Saved entries
********
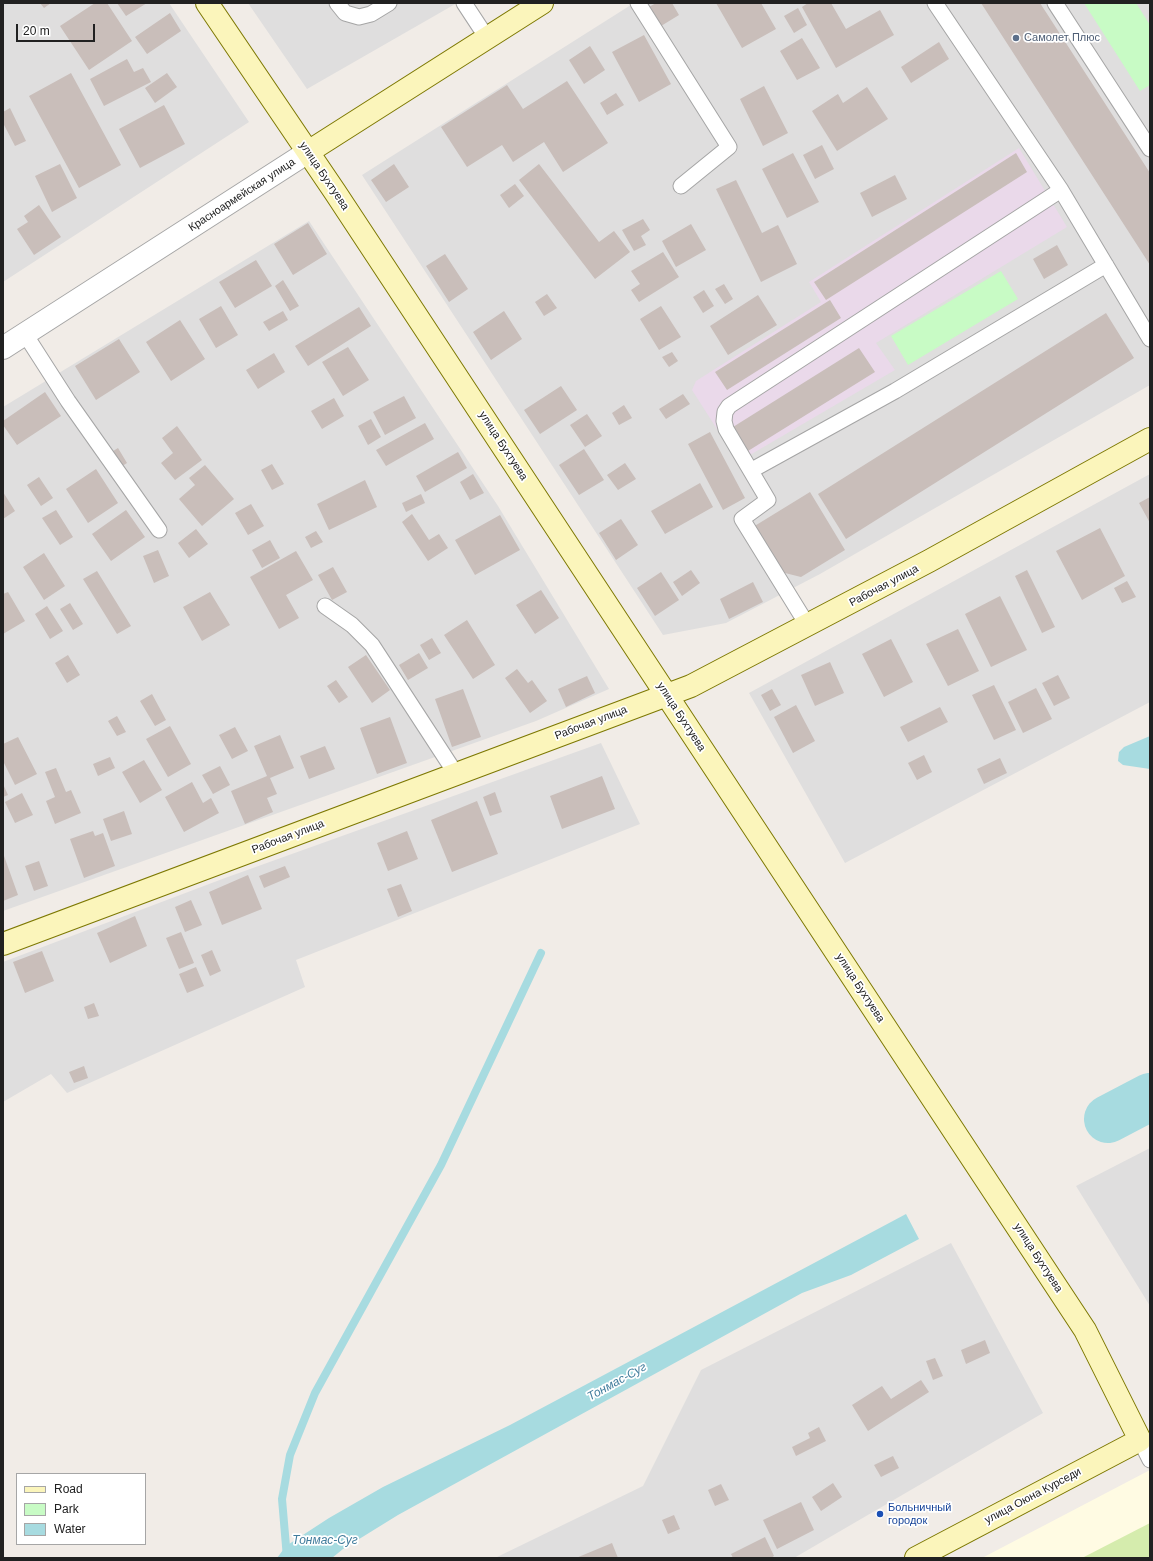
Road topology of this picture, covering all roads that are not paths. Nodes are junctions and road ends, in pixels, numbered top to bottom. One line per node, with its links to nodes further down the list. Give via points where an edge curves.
1 (207, 3): 11 (street, улица Бухтуева)
2 (337, 3): 3 (lane, via 345,12 359,17 372,14)
3 (389, 3)
4 (464, 3): 9 (lane)
5 (542, 3): 9 (street, Красноармейская улица)
6 (638, 3): 12 (lane, via 729,147)
7 (935, 3): 13 (lane)
8 (1055, 3): 10 (lane)
9 (487, 38): 11 (street, Красноармейская улица)
10 (1150, 149)
11 (308, 152): 15 (street, Красноармейская улица); 23 (street, улица Бухтуева)
12 (681, 186)
13 (1061, 190): 14 (lane); 19 (lane, via 729,406 725,412 726,429)
14 (1106, 265): 16 (lane); 19 (lane, via 895,391)
15 (25, 334): 17 (street, Красноармейская улица); 20 (lane, via 68,401)
16 (1150, 339)
17 (3, 348)
18 (1150, 439): 22 (street, Рабочая улица)
19 (752, 470): 22 (lane, via 768,500 742,519)
20 (159, 530)
21 (325, 606): 24 (lane, via 352,625 372,646)
22 (808, 626): 23 (street, Рабочая улица, via 691,686)
23 (667, 695): 24 (street, Рабочая улица); 26 (street, улица Бухтуева, via 1085,1330)
24 (456, 774): 25 (street, Рабочая улица)
25 (3, 944)
26 (1145, 1438): 27 (lane); 28 (street, улица Оюна Курседи)
27 (1150, 1460)
28 (916, 1558)

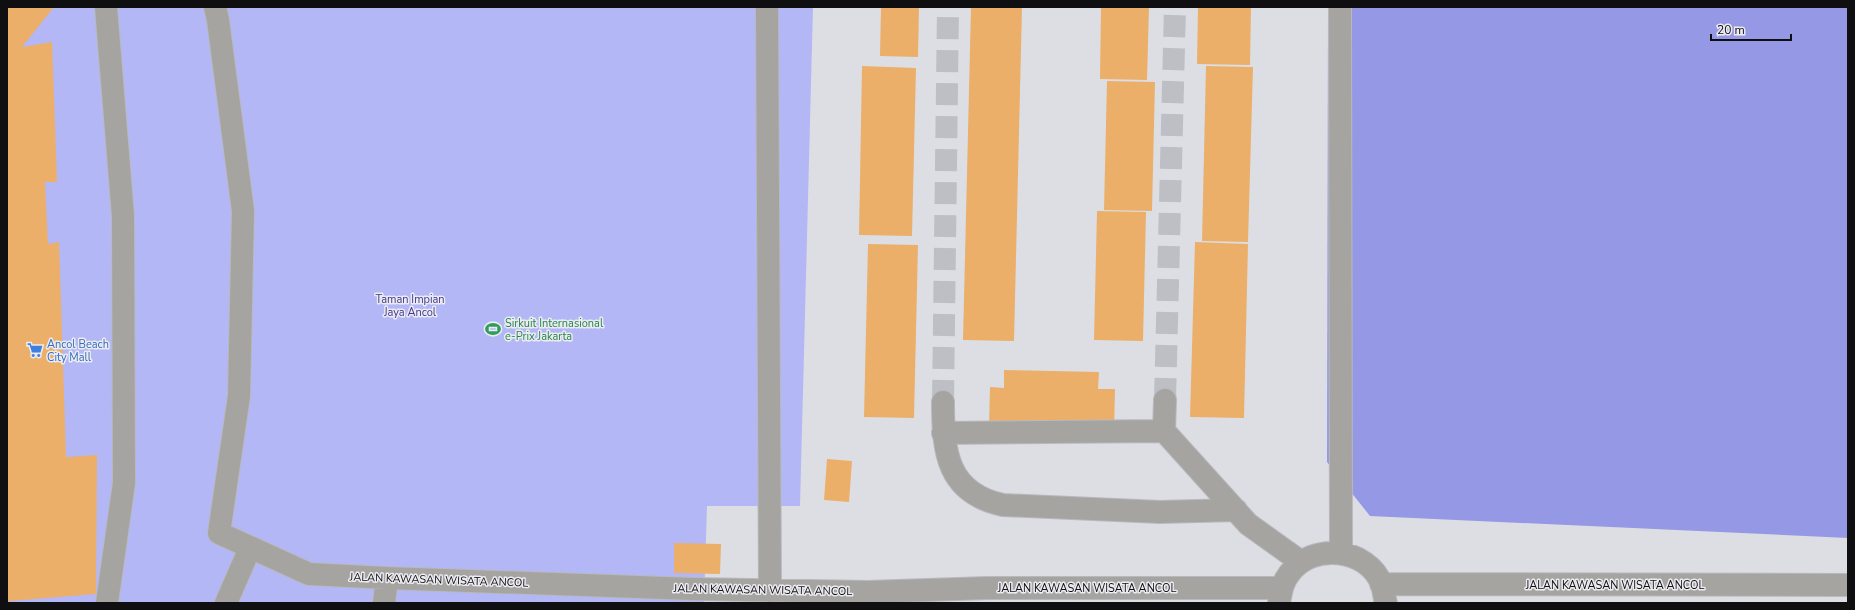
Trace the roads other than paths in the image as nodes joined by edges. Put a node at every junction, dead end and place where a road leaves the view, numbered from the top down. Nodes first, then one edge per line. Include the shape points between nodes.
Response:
1 (106, 7) edge
2 (214, 7) edge
3 (767, 7) edge
4 (1340, 7) edge
5 (1165, 400) tunnel mouth
6 (944, 402) tunnel mouth
7 (1164, 431) junction
8 (943, 433) junction
9 (1236, 510) junction
10 (250, 548) junction
11 (1341, 553) junction
12 (1301, 562) junction
13 (387, 578) junction
14 (1848, 585) edge
15 (770, 591) junction
16 (1384, 594) edge
17 (1280, 595) edge
18 (107, 603) edge
19 (226, 603) edge
20 (384, 603) edge

1 - 18 street via 123,216 124,467
2 - 10 street, JALAN KAWASAN WISATA ANCOL via 218,20 243,211 239,396 219,533
3 - 15 street
4 - 11 street
5 - 7 street
6 - 8 street
7 - 8 street
7 - 9 street
8 - 9 street via 952,470 962,484 986,502 1160,512
9 - 12 street via 1248,524
10 - 13 street, JALAN KAWASAN WISATA ANCOL via 309,574
10 - 19 street
11 - 12 street via 1320,554
11 - 16 street via 1358,558 1371,569
12 - 17 street via 1289,574
13 - 15 street, JALAN KAWASAN WISATA ANCOL
13 - 20 street
14 - 16 street, JALAN KAWASAN WISATA ANCOL
15 - 17 street, JALAN KAWASAN WISATA ANCOL via 868,592 995,588

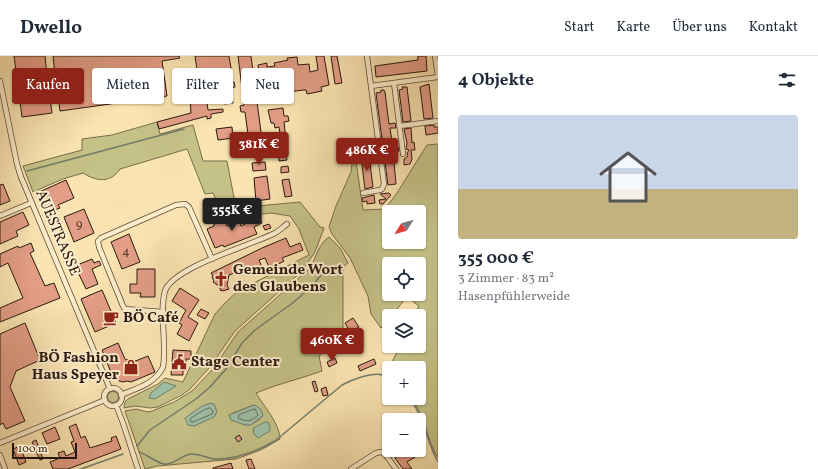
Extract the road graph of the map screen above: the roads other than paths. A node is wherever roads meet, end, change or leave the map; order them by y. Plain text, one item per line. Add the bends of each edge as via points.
********
Assignment: Write out, word for word, the lines from the start of the data through the one holding "Trace the roads". Omit pictures.

Output:
Road topology of this picture, covering all roads that are not paths. Nodes are junctions and road ends, in pixels, numbered top to bottom. One line per node, with its links to nodes further down the list. Give via points where an edge curves.
1 (207, 3): 11 (street, улица Бухтуева)
2 (337, 3): 3 (lane, via 345,12 359,17 372,14)
3 (389, 3)
4 (464, 3): 9 (lane)
5 (542, 3): 9 (street, Красноармейская улица)
6 (638, 3): 12 (lane, via 729,147)
7 (935, 3): 13 (lane)
8 (1055, 3): 10 (lane)
9 (487, 38): 11 (street, Красноармейская улица)
10 (1150, 149)
11 (308, 152): 15 (street, Красноармейская улица); 23 (street, улица Бухтуева)
12 (681, 186)
13 (1061, 190): 14 (lane); 19 (lane, via 729,406 725,412 726,429)
14 (1106, 265): 16 (lane); 19 (lane, via 895,391)
15 (25, 334): 17 (street, Красноармейская улица); 20 (lane, via 68,401)
16 (1150, 339)
17 (3, 348)
18 (1150, 439): 22 (street, Рабочая улица)
19 (752, 470): 22 (lane, via 768,500 742,519)
20 (159, 530)
21 (325, 606): 24 (lane, via 352,625 372,646)
22 (808, 626): 23 (street, Рабочая улица, via 691,686)
23 (667, 695): 24 (street, Рабочая улица); 26 (street, улица Бухтуева, via 1085,1330)
24 (456, 774): 25 (street, Рабочая улица)
25 (3, 944)
26 (1145, 1438): 27 (lane); 28 (street, улица Оюна Курседи)
27 (1150, 1460)
28 (916, 1558)

Trace the roads other than paths in the image as nodes joined by edges. Put a node at every junction, dead end and place where a road leaves the view, numbered from the top down. Nodes first, then one edge per line. Include the shape points between nodes.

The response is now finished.